Peter Rivet peter at plrivet.plus.com
Sat Sep 25 16:59:17 BST 2021

There were very few Scottish churches with more than one bell in 1689, which is the year Scott was writing about, and English style change ringing was unknown there at that time.  The John Meikle carillon at St Giles in Edinburgh was cast in 1698.  It isn't entirely clear what was there earlier but I think it's pretty clear that this is a case of poetic licence rather than historical accuracy.

Peter Rivet

-----Original Message-----
From: Bell-historians <bell-historians-bounces at lists.ringingworld.co.uk> On Behalf Of Richard Smith
Sent: 25 September 2021 15:50
To: George Parker via Bell-historians <bell-historians at lists.ringingworld.co.uk>
Subject: Re: [Bell Historians] Ringing bells backwards as a signal

George Parker via Bell-historians wrote:

> Also, the lyrics to Bonnie Dundee mention the bells being rung backwards .

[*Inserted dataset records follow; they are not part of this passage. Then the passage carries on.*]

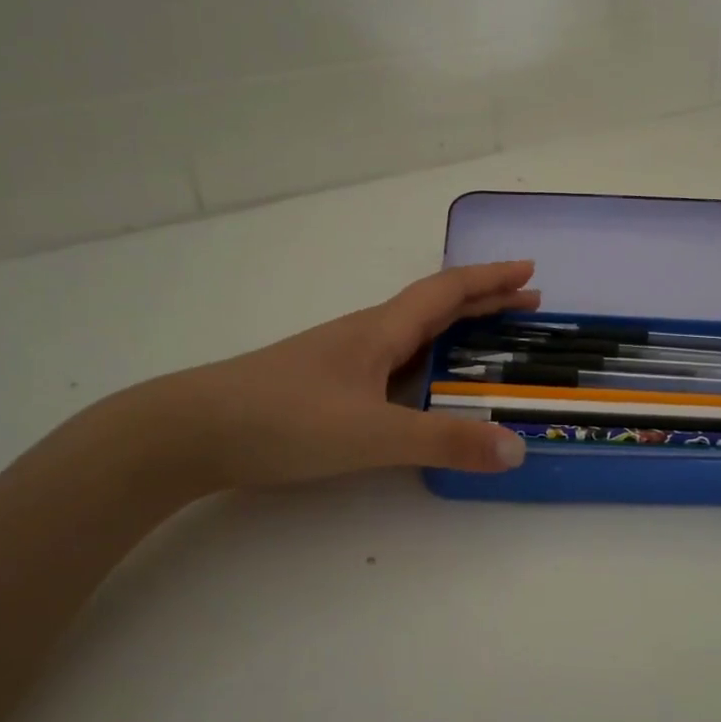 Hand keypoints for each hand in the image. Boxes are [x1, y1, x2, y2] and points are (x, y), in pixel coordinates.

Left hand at [146, 261, 539, 489]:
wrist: (190, 431)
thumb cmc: (285, 420)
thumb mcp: (373, 434)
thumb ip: (444, 442)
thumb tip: (517, 449)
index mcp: (382, 331)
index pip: (448, 292)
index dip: (491, 280)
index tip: (530, 271)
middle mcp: (366, 335)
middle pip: (434, 307)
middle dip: (483, 302)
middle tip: (527, 304)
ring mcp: (343, 360)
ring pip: (412, 335)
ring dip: (455, 332)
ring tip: (489, 345)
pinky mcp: (326, 386)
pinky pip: (393, 364)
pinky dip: (426, 363)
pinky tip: (425, 387)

This is an interesting example, as it is not English. 
Bonnie Dundee was originally a poem by Walter Scott, written in 1825.  Scott was from Edinburgh, so regardless of whether this is an accurate depiction of Dundee in the late 17th century, it does establish it was adequately understood as an alarm signal in the Lowlands in the early 19th century for him to use it in the poem.

I know very little about bells in Scotland in the early modern period.  The only full circle ring I'm aware of in Scotland during Scott's lifetime is St Andrew & St George, Edinburgh.  But were there lots of chimes of three, four and five?  Without at least three bells you cannot tell whether the bells are ringing forwards or backwards.